**Activity:** The full set of entries below, restated word for word and stripped of images, is the expected result.

-------- Available data --------

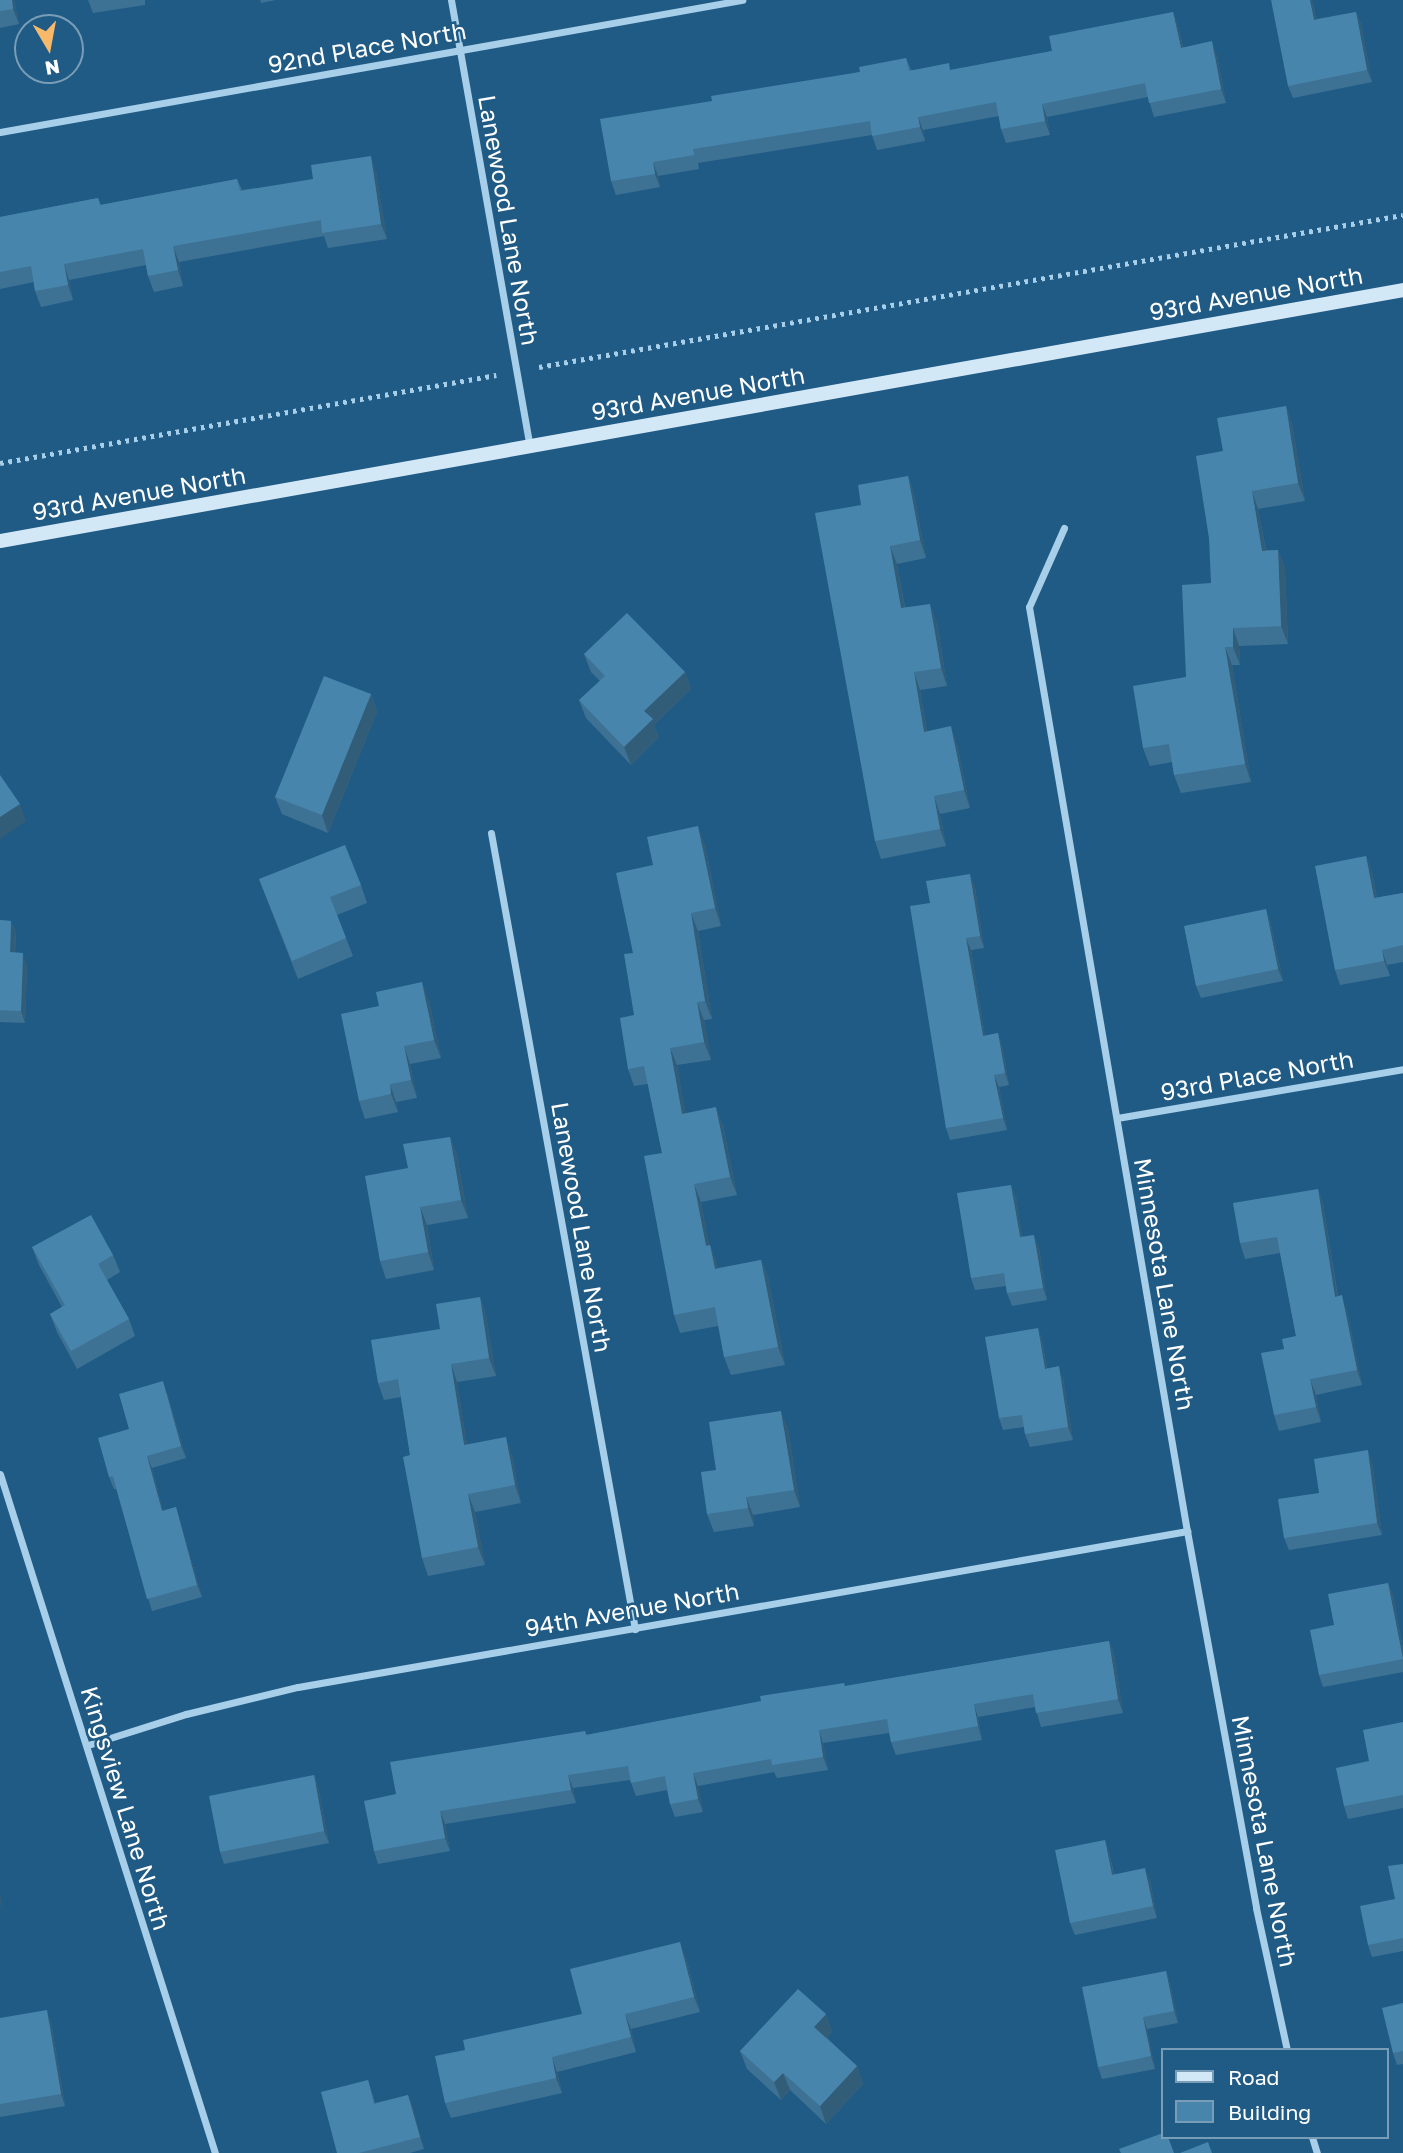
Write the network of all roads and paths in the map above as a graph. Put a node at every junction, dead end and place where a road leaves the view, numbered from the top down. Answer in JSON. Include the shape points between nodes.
{"nodes":[{"id":1,"x":451,"y":0,"type":"edge"},
{"id":2,"x":742,"y":0,"type":"edge"},
{"id":3,"x":459,"y":50,"type":"junction"},
{"id":4,"x":0,"y":132,"type":"edge"},
{"id":5,"x":1403,"y":215,"type":"edge"},
{"id":6,"x":1403,"y":290,"type":"edge"},
{"id":7,"x":516,"y":371,"type":"junction"},
{"id":8,"x":530,"y":446,"type":"junction"},
{"id":9,"x":0,"y":463,"type":"edge"},
{"id":10,"x":1064,"y":528,"type":"dead end"},
{"id":11,"x":0,"y":541,"type":"edge"},
{"id":12,"x":492,"y":833,"type":"dead end"},
{"id":13,"x":1403,"y":1069,"type":"edge"},
{"id":14,"x":1117,"y":1118,"type":"junction"},
{"id":15,"x":0,"y":1474,"type":"edge"},
{"id":16,"x":1187,"y":1531,"type":"junction"},
{"id":17,"x":635,"y":1629,"type":"junction"},
{"id":18,"x":88,"y":1745,"type":"junction"},
{"id":19,"x":1287,"y":2048,"type":"edge"},
{"id":20,"x":215,"y":2153,"type":"edge"}],
"edges":[{"from":1,"to":3,"type":"street","name":"Lanewood Lane North"},
{"from":2,"to":3,"type":"street","name":"92nd Place North"},
{"from":3,"to":4,"type":"street","name":"92nd Place North"},
{"from":3,"to":7,"type":"street","name":"Lanewood Lane North"},
{"from":5,"to":7,"type":"path"},
{"from":6,"to":8,"type":"main road","name":"93rd Avenue North"},
{"from":7,"to":8,"type":"street","name":"Lanewood Lane North"},
{"from":7,"to":9,"type":"path"},
{"from":8,"to":11,"type":"main road","name":"93rd Avenue North"},
{"from":10,"to":14,"type":"street","name":"Minnesota Lane North","via":[[1029,607]]},
{"from":12,"to":17,"type":"street","name":"Lanewood Lane North"},
{"from":13,"to":14,"type":"street","name":"93rd Place North"},
{"from":14,"to":16,"type":"street","name":"Minnesota Lane North"},
{"from":15,"to":18,"type":"street","name":"Kingsview Lane North"},
{"from":16,"to":17,"type":"street","name":"94th Avenue North"},
{"from":16,"to":19,"type":"street","name":"Minnesota Lane North","via":[[1256,1908]]},
{"from":17,"to":18,"type":"street","name":"94th Avenue North","via":[[298,1687],[186,1714]]},
{"from":18,"to":20,"type":"street","name":"Kingsview Lane North"}]}
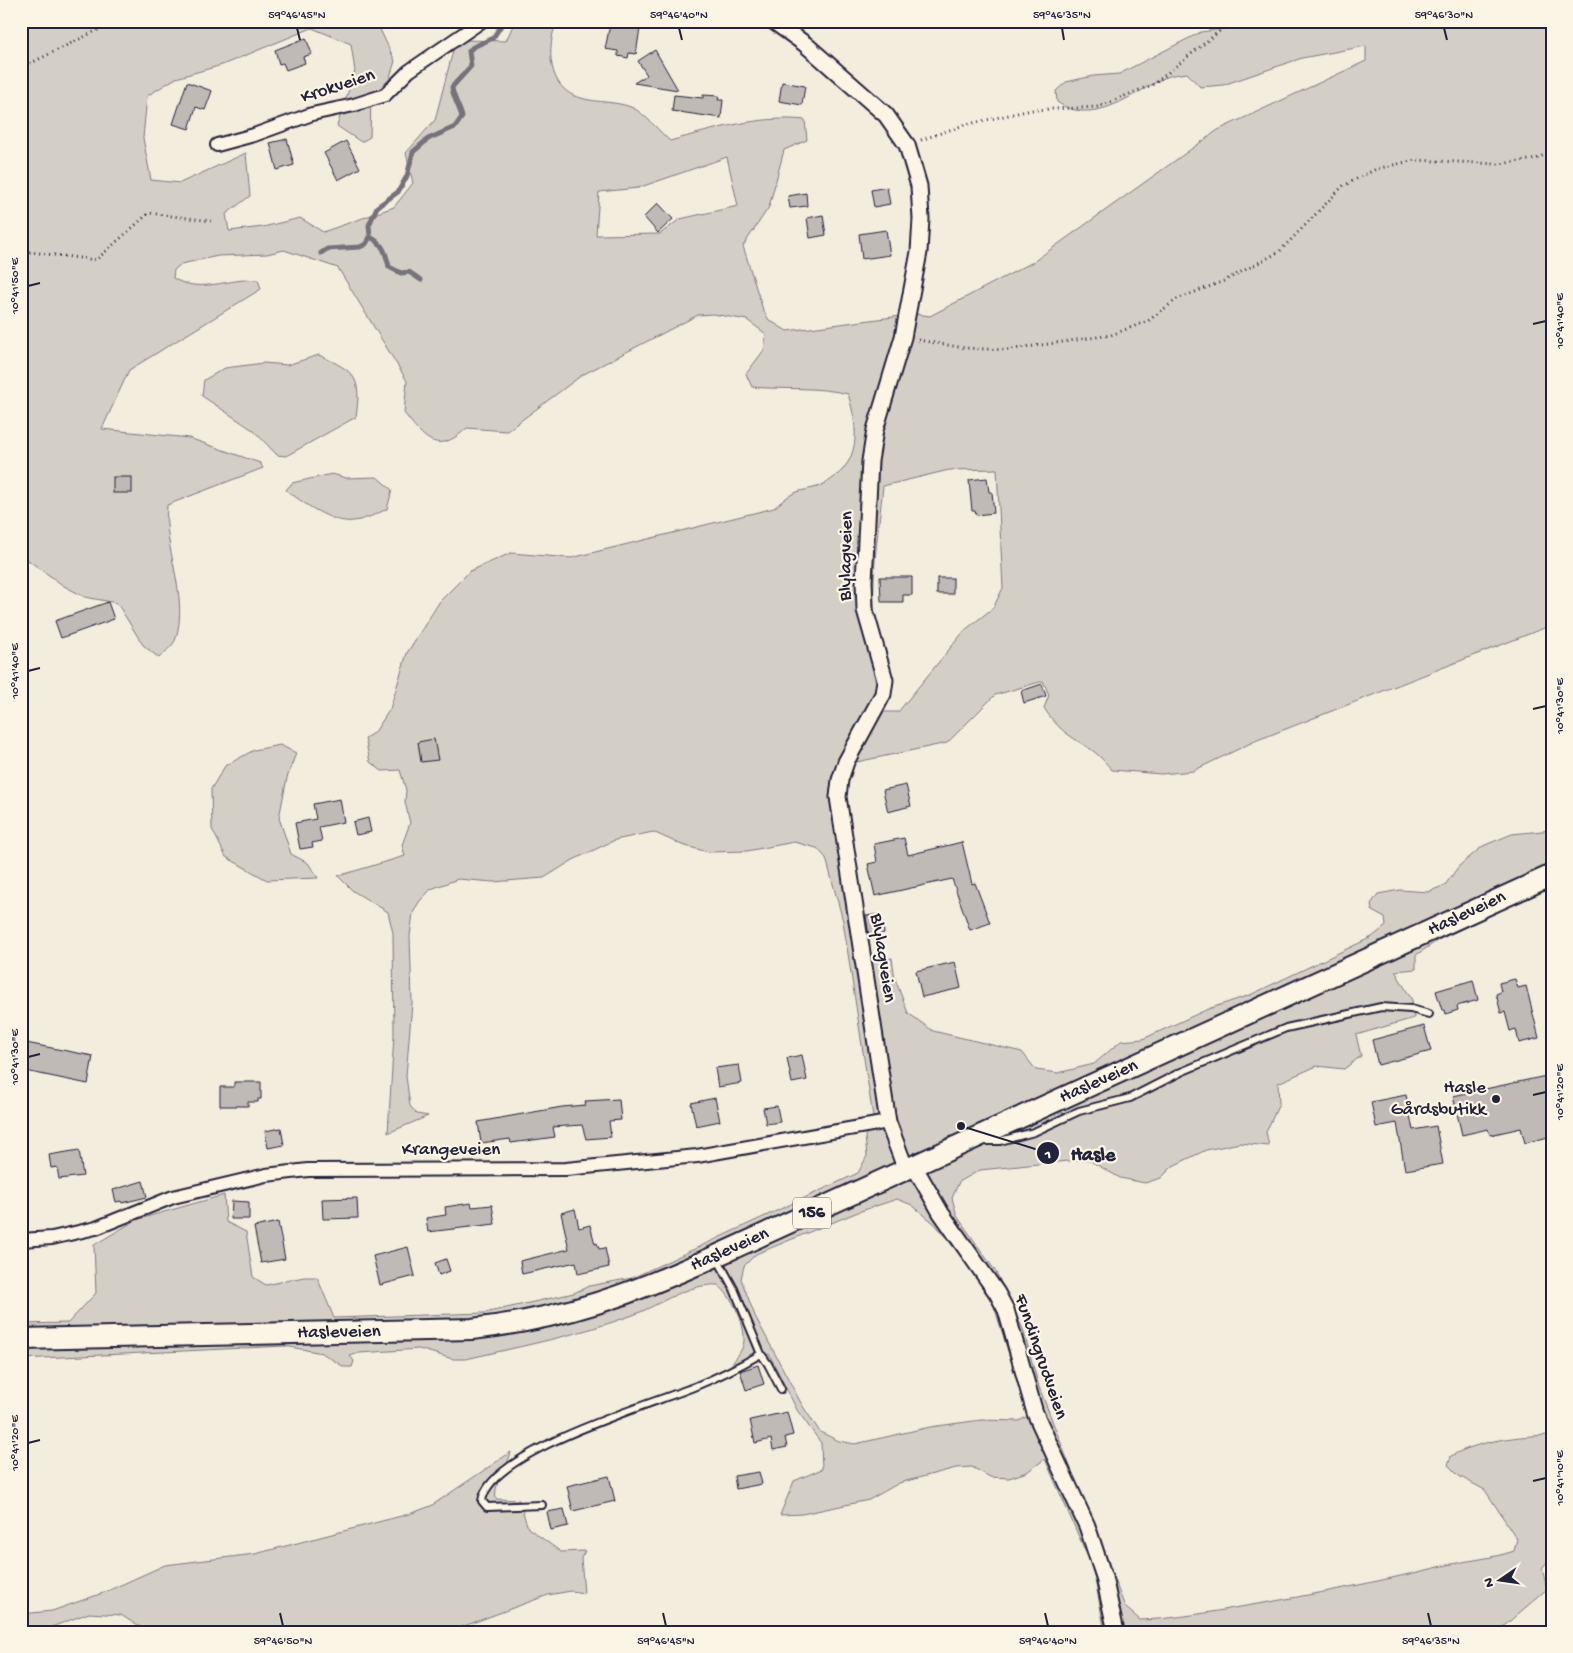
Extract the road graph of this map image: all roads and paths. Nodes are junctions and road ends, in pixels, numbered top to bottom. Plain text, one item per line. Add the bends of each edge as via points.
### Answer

--------

**Response for this exercise:**
Write the network of all roads and paths in the map above as a graph. Put a node at every junction, dead end and place where a road leaves the view, numbered from the top down. Answer in JSON. Include the shape points between nodes.
{"nodes":[{"id":1,"x":451,"y":0,"type":"edge"},
{"id":2,"x":742,"y":0,"type":"edge"},
{"id":3,"x":459,"y":50,"type":"junction"},
{"id":4,"x":0,"y":132,"type":"edge"},
{"id":5,"x":1403,"y":215,"type":"edge"},
{"id":6,"x":1403,"y":290,"type":"edge"},
{"id":7,"x":516,"y":371,"type":"junction"},
{"id":8,"x":530,"y":446,"type":"junction"},
{"id":9,"x":0,"y":463,"type":"edge"},
{"id":10,"x":1064,"y":528,"type":"dead end"},
{"id":11,"x":0,"y":541,"type":"edge"},
{"id":12,"x":492,"y":833,"type":"dead end"},
{"id":13,"x":1403,"y":1069,"type":"edge"},
{"id":14,"x":1117,"y":1118,"type":"junction"},
{"id":15,"x":0,"y":1474,"type":"edge"},
{"id":16,"x":1187,"y":1531,"type":"junction"},
{"id":17,"x":635,"y":1629,"type":"junction"},
{"id":18,"x":88,"y":1745,"type":"junction"},
{"id":19,"x":1287,"y":2048,"type":"edge"},
{"id":20,"x":215,"y":2153,"type":"edge"}],
"edges":[{"from":1,"to":3,"type":"street","name":"Lanewood Lane North"},
{"from":2,"to":3,"type":"street","name":"92nd Place North"},
{"from":3,"to":4,"type":"street","name":"92nd Place North"},
{"from":3,"to":7,"type":"street","name":"Lanewood Lane North"},
{"from":5,"to":7,"type":"path"},
{"from":6,"to":8,"type":"main road","name":"93rd Avenue North"},
{"from":7,"to":8,"type":"street","name":"Lanewood Lane North"},
{"from":7,"to":9,"type":"path"},
{"from":8,"to":11,"type":"main road","name":"93rd Avenue North"},
{"from":10,"to":14,"type":"street","name":"Minnesota Lane North","via":[[1029,607]]},
{"from":12,"to":17,"type":"street","name":"Lanewood Lane North"},
{"from":13,"to":14,"type":"street","name":"93rd Place North"},
{"from":14,"to":16,"type":"street","name":"Minnesota Lane North"},
{"from":15,"to":18,"type":"street","name":"Kingsview Lane North"},
{"from":16,"to":17,"type":"street","name":"94th Avenue North"},
{"from":16,"to":19,"type":"street","name":"Minnesota Lane North","via":[[1256,1908]]},
{"from":17,"to":18,"type":"street","name":"94th Avenue North","via":[[298,1687],[186,1714]]},
{"from":18,"to":20,"type":"street","name":"Kingsview Lane North"}]}
Extract the road graph of this map image: all roads and paths. Nodes are junctions and road ends, in pixels, numbered top to bottom. Plain text, one item per line. Add the bends of each edge as via points.
### Answer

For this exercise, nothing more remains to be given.